Cuando hubo liberado al león, pensó que ahora tendría que luchar con él, pues se le echaría encima: no podía pensar otra cosa. Oíd lo que hizo entonces el león, cómo actuó noblemente y con generosidad, cómo se puso a demostrar que se le sometía: le tendió sus dos patas juntas e inclinó la cabeza hasta el suelo; se levantó sobre las patas traseras, se arrodilló y humildemente bañó de lágrimas su cara. Bien supo entonces mi señor Yvain que el león le daba gracias y que se humillaba ante él porque le había librado de la muerte matando a la serpiente, y esta aventura le llenó de alegría. Limpió la espada del veneno y de la suciedad de la serpiente, la metió en la vaina y reemprendió el camino. Y el león caminó a su lado, pues nunca lo abandonará: siempre irá con él, porque le quiere servir y proteger.

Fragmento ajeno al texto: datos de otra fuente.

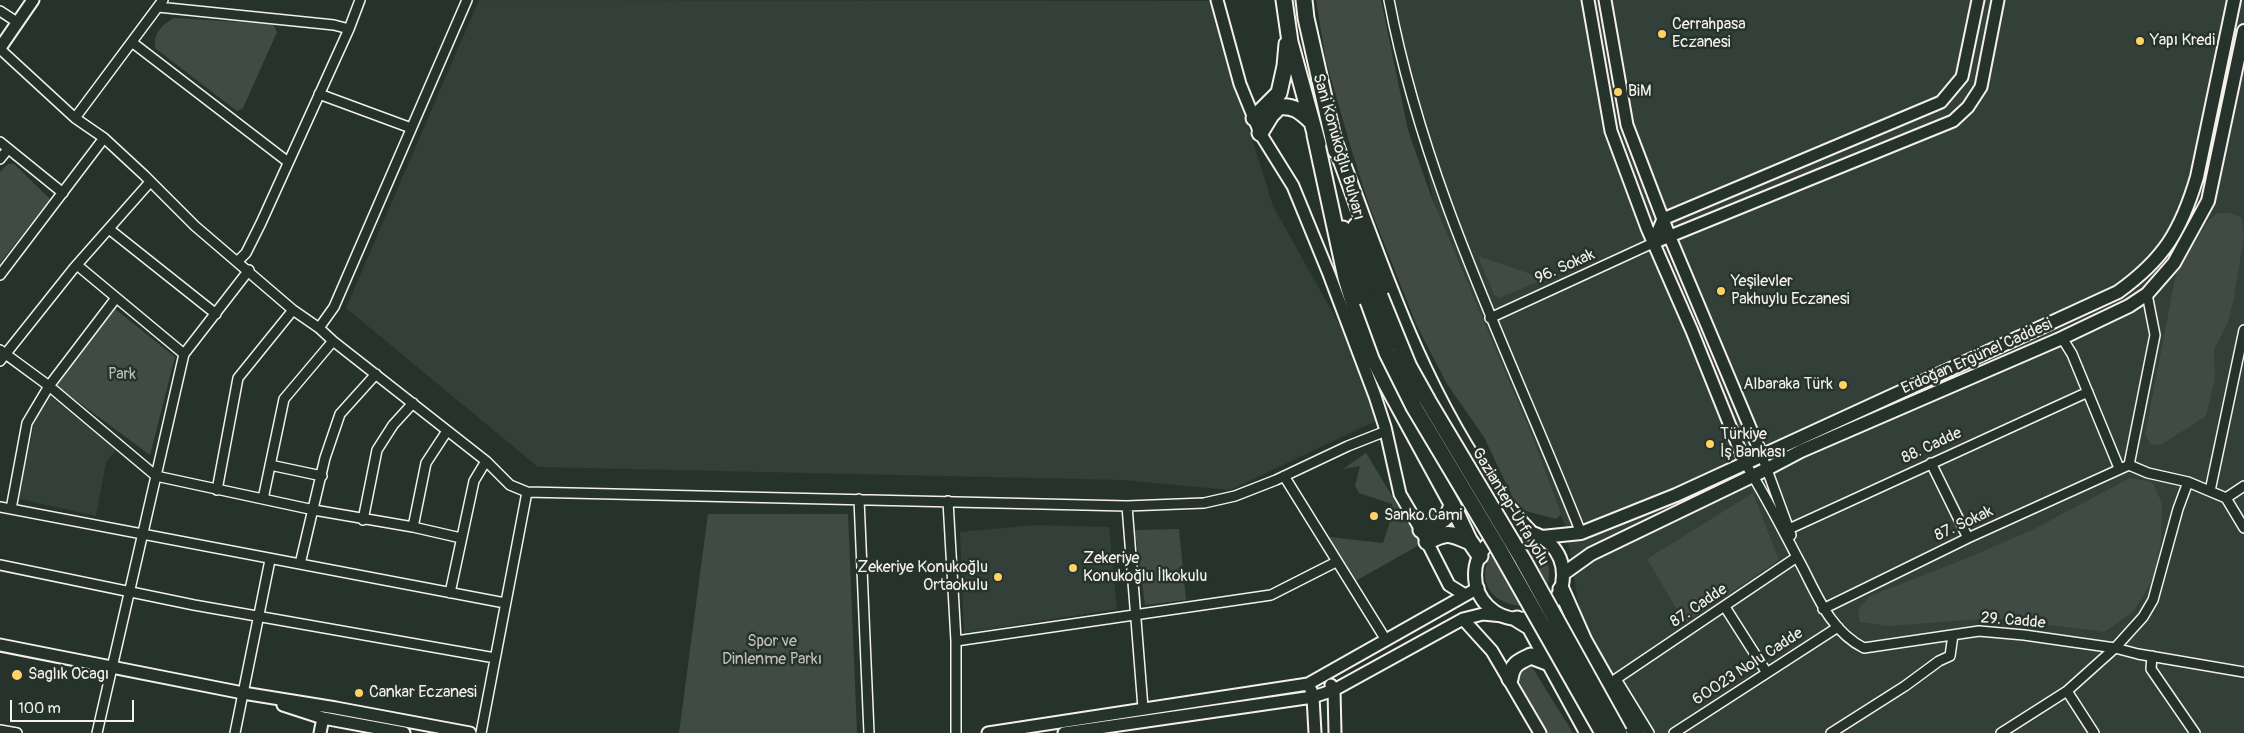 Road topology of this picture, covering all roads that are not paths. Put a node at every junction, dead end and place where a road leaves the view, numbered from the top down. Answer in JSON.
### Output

El león caminaba delante de él y olió en el viento a algún animal salvaje que estaba paciendo; el hambre y la naturaleza le indujeron a buscar la presa y cazarla para procurarse su comida: esto es lo que ordena la naturaleza que haga. Siguió un instante el rastro y mostró a su señor que había olido y percibido el viento y el olor de una bestia salvaje. Se paró y le miró, pues le quería servir a su gusto: no quería ir a ninguna parte en contra de su deseo. Y él comprendió en su mirada que el león le dice que le espera; no duda de que si se detiene el león se detendrá también, y si le sigue, apresará la caza que ha olfateado. Entonces le incita y le grita como si fuera un perro de caza y el león al momento alza la nariz al viento que había olfateado, y que no le había engañado, pues apenas ha caminado un tiro de arco vio en un valle a un corzo solitario paciendo. Deseando atraparlo, lo consiguió al primer asalto y luego se bebió la sangre aún caliente. Una vez lo hubo muerto, se lo echó a la espalda y lo llevó ante su señor, que desde entonces le tuvo gran cariño y lo llevó en su compañía todos los días de su vida, por el amor tan grande que le había demostrado.